14 ноября в десять утра наши пошли в наступление под прикрытием артиллерийского огня. Мы почти вплотную подошли к окопам противника. Враг, конечно, открыл контрогонь со своих батарей, который очень мешал нашей пехоте, особенно на правом фланге. Батарея эта находилась как раз напротив. Гоча высчитал, где находились вражеские пулеметы, дал приказ орудиям. Мы в два счета уничтожили батарею врага. Тогда Гоча вместе со мной и пятью автоматчиками обошел нашу пехоту и направился к разгромленной батарее противника. Мы преодолели опасный путь, ежеминутно рискуя подорваться на мине, так как окопы отступавших фашистов были заминированы. Снаряды вокруг нас рвались беспрерывно, пули так и вжикали. Но Гоча упорно вел нас вперед… Я только потом понял, какой план созрел у него в голове. Разбитая батарея противника была расположена на опушке леса. Совсем неподалеку, замаскированный между кустов и деревьев, стоял второй вражеский эшелон, сильным огнем отвечавший на наши атаки. Гоча установил здесь свой наблюдательный пункт, рация моя заработала, и мы стали передавать артиллеристам новые ориентиры. Все бы хорошо, да не заметили мы, как из окопа выскочил немецкий оберлейтенант, кинулся к орудию и положил наших автоматчиков всех до одного. Мы с Гочей стояли за деревом. Снаряд разнес дерево в щепы, а нас волной отбросило метров на пять. Благодаря этому дереву мы уцелели, но нам тоже досталось: меня в руку ранило, его в плечо. Но он сгоряча не почувствовал боли, выскочил с револьвером и на врага, тот, собака, после выстрела убитым притворился, а на самом деле Гоча его только ранил. Тут только Гоча заметил, что кровь из раны так и хлещет. Я, говорит, думал, контузия. Я стал его уговаривать в медпункт бежать, он, конечно, ни в какую, только сердито сверкнул на меня своими черными глазищами. Ну, я разорвал на себе рубаху, кое-как ему рану перевязал и сам удивляюсь — как он боль такую терпит.

Гоча повернул орудия немецкой батареи и как саданет по фашистским гадам. Те небось ахнули! Вдруг видим: обер-лейтенант недобитый по траве к своим ползет. Воскрес, собака!
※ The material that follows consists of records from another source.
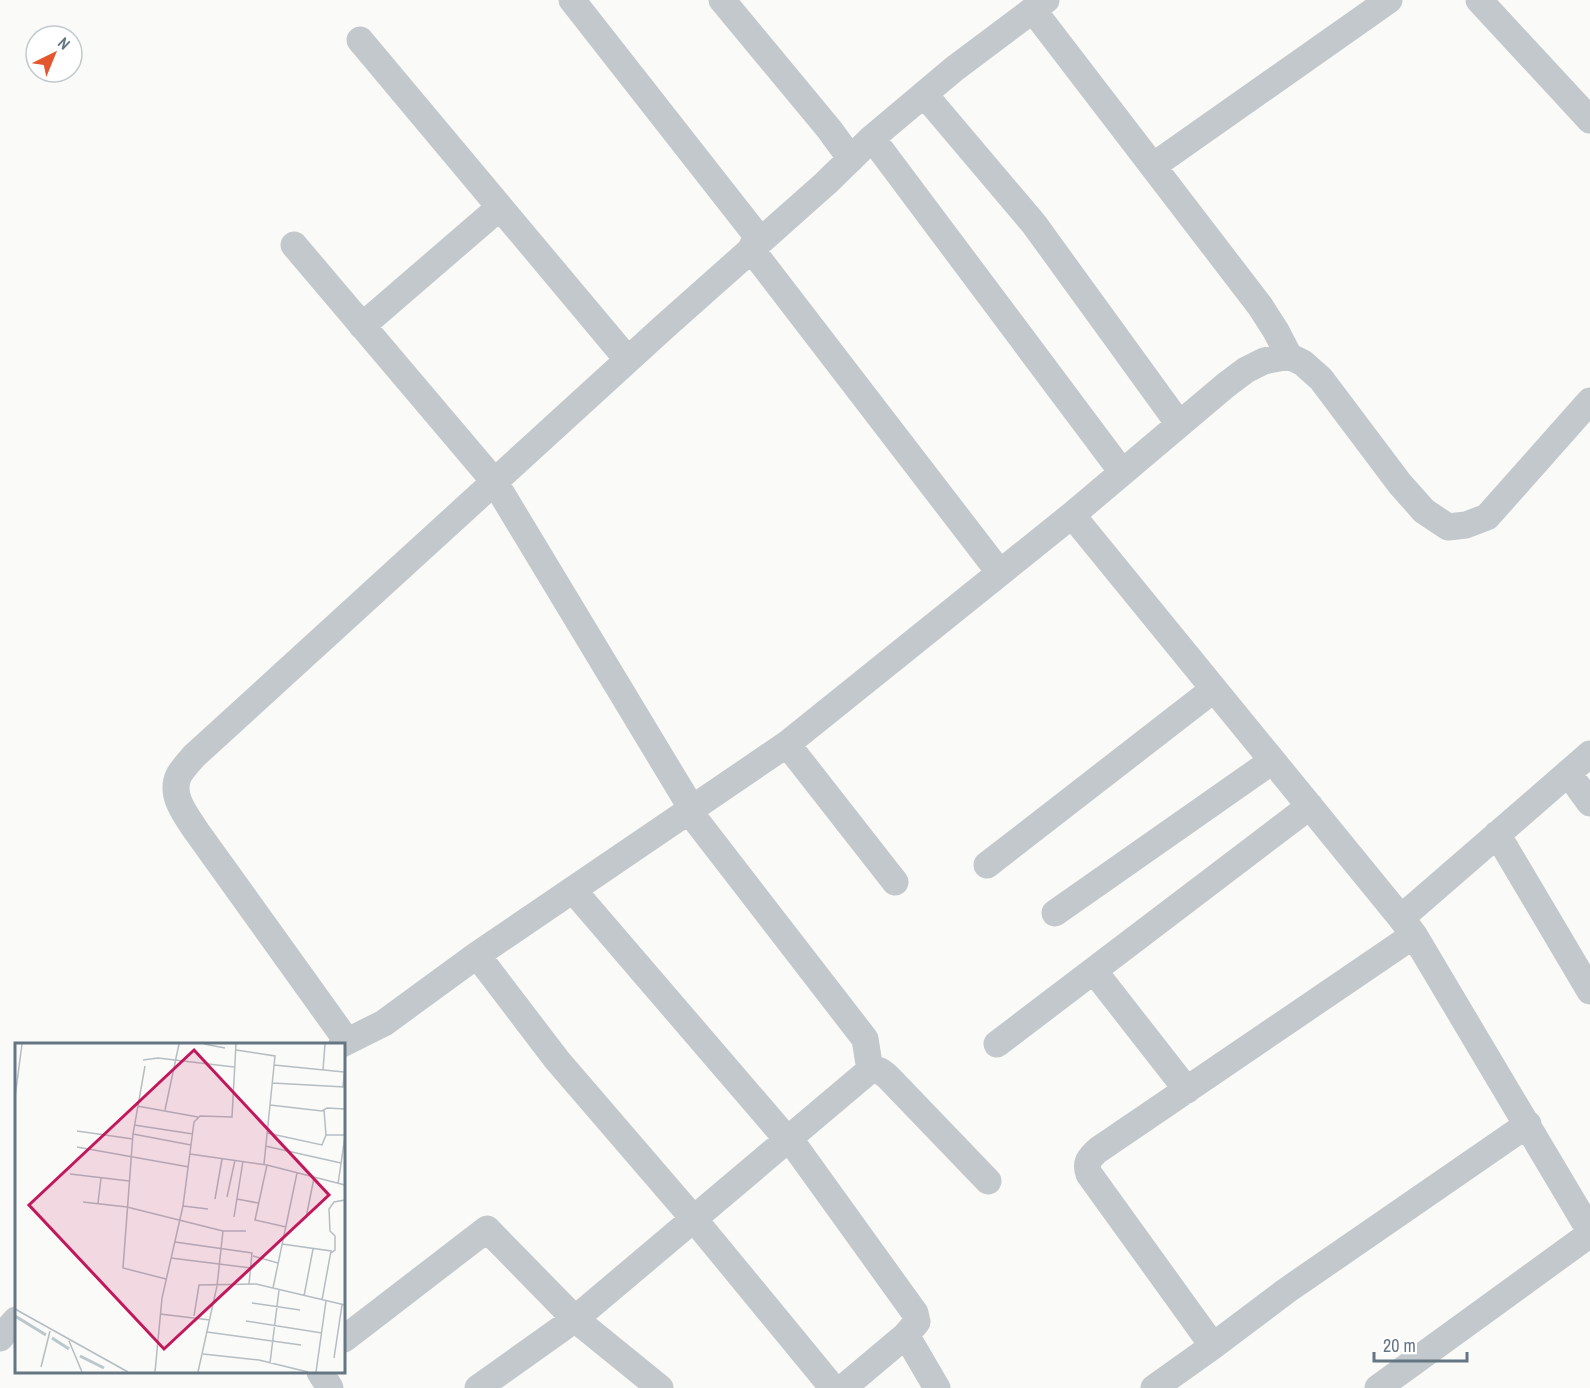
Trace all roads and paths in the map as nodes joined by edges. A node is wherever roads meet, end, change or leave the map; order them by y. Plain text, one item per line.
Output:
1 (572, 0) edge
2 (722, 0) edge
3 (1389, 0) edge
4 (1479, 0) edge
5 (1039, 5) edge
6 (360, 40) dead end
7 (924, 94) junction
8 (1590, 120) edge
9 (872, 138) junction
10 (851, 159) junction
11 (1153, 166) junction
12 (500, 207) junction
13 (294, 245) dead end
14 (751, 249) junction
15 (363, 326) junction
16 (1289, 356) junction
17 (628, 360) junction
18 (1590, 401) edge
19 (1179, 424) junction
20 (1122, 472) junction
21 (494, 481) junction
22 (1072, 515) junction
23 (1000, 573) junction
24 (1214, 689) junction
25 (787, 744) junction
26 (1590, 754) edge
27 (1272, 760) junction
28 (1568, 772) junction
29 (1590, 803) edge
30 (1310, 806) junction
31 (692, 809) junction
32 (1497, 834) junction
33 (987, 865) dead end
34 (895, 882) dead end
35 (573, 890) junction
36 (1055, 913) dead end
37 (1408, 926) junction
38 (477, 955) junction
39 (1094, 971) junction
40 (1590, 990) edge
41 (344, 1043) edge
42 (997, 1044) dead end
43 (870, 1070) junction
44 (1187, 1090) junction
45 (1528, 1124) junction
46 (789, 1138) junction
47 (988, 1181) dead end
48 (693, 1218) junction
49 (1590, 1233) edge
50 (575, 1319) junction
51 (15, 1321) edge
52 (906, 1335) junction
53 (0, 1338) edge
54 (345, 1338) edge
55 (1213, 1347) junction
56 (321, 1373) edge
57 (330, 1388) edge
58 (478, 1388) edge
59 (660, 1388) edge
60 (833, 1388) edge
61 (843, 1388) edge
62 (938, 1388) edge
63 (1155, 1388) edge
64 (1378, 1388) edge

1 - 14 street
2 - 10 street
3 - 11 street
4 - 8 street
5 - 7 street
5 - 11 street
6 - 12 street
7 - 9 street
7 - 19 street
9 - 10 street
9 - 20 street
10 - 14 street
11 - 16 street
12 - 15 street
12 - 17 street
13 - 15 street
14 - 17 street
14 - 23 street
15 - 21 street
16 - 18 street
16 - 19 street
17 - 21 street
19 - 20 street
20 - 22 street
21 - 31 street
21 - 41 street
22 - 23 street
22 - 24 street
23 - 25 street
24 - 27 street
24 - 33 street
25 - 31 street
25 - 34 street
26 - 28 street
27 - 30 street
27 - 36 street
28 - 29 street
28 - 32 street
30 - 37 street
30 - 39 street
31 - 35 street
31 - 43 street
32 - 37 street
32 - 40 street
35 - 38 street
35 - 46 street
37 - 44 street
37 - 45 street
38 - 41 street
38 - 48 street
39 - 42 street
39 - 44 street
43 - 46 street
43 - 47 street
44 - 55 street
45 - 49 street
45 - 55 street
46 - 48 street
46 - 52 street
48 - 50 street
48 - 60 street
49 - 64 street
50 - 54 street
50 - 58 street
50 - 59 street
51 - 53 street
52 - 61 street
52 - 62 street
55 - 63 street
56 - 57 street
Гоча и говорит мне: давай его сюда, живого!

Только я к нему кинулся, как он изловчился, гад, откуда-то нож вытащил и себя в самое сердце, тут же подох.

Полтора часа Гоча отдавал приказы со своего наблюдательного пункта. Нет-нет, да из орудий немецких пальнем. Я еще несколько раз просил его в медпункт пойти. Да разве он пойдет! Часа через два пришла к нам подмога, тут мы с Гочей к своим двинулись, полтора километра ползти пришлось под пулями… Гоча еще минут 20 на своей батарее огнем командовал, а я бегом к командиру части: так, мол, и так, Хергиани тяжело ранен, а в медпункт не идет. Тот — раз в машину и к нам. Выругал Гочу, любя, конечно, а тот только улыбается, как малец провинившийся. А сам побледнел, аж до синевы, и вот-вот сознание потеряет.

Мы его подхватили — и в машину. Больше я своего дружка закадычного, Гочу Хергиани, не видел…

В медпункте операции ему делать не стали — условий не было и специалистов для такого сложного ранения. Повезли в госпиталь, а он по дороге от потери крови скончался…

Но я не считаю его мертвым. Такие смелые, добрые ребята не умирают, потому что память о них живет в сердцах родных и близких.

Простите, если Вашу рану разбередил своим письмом, но я не имел права молчать.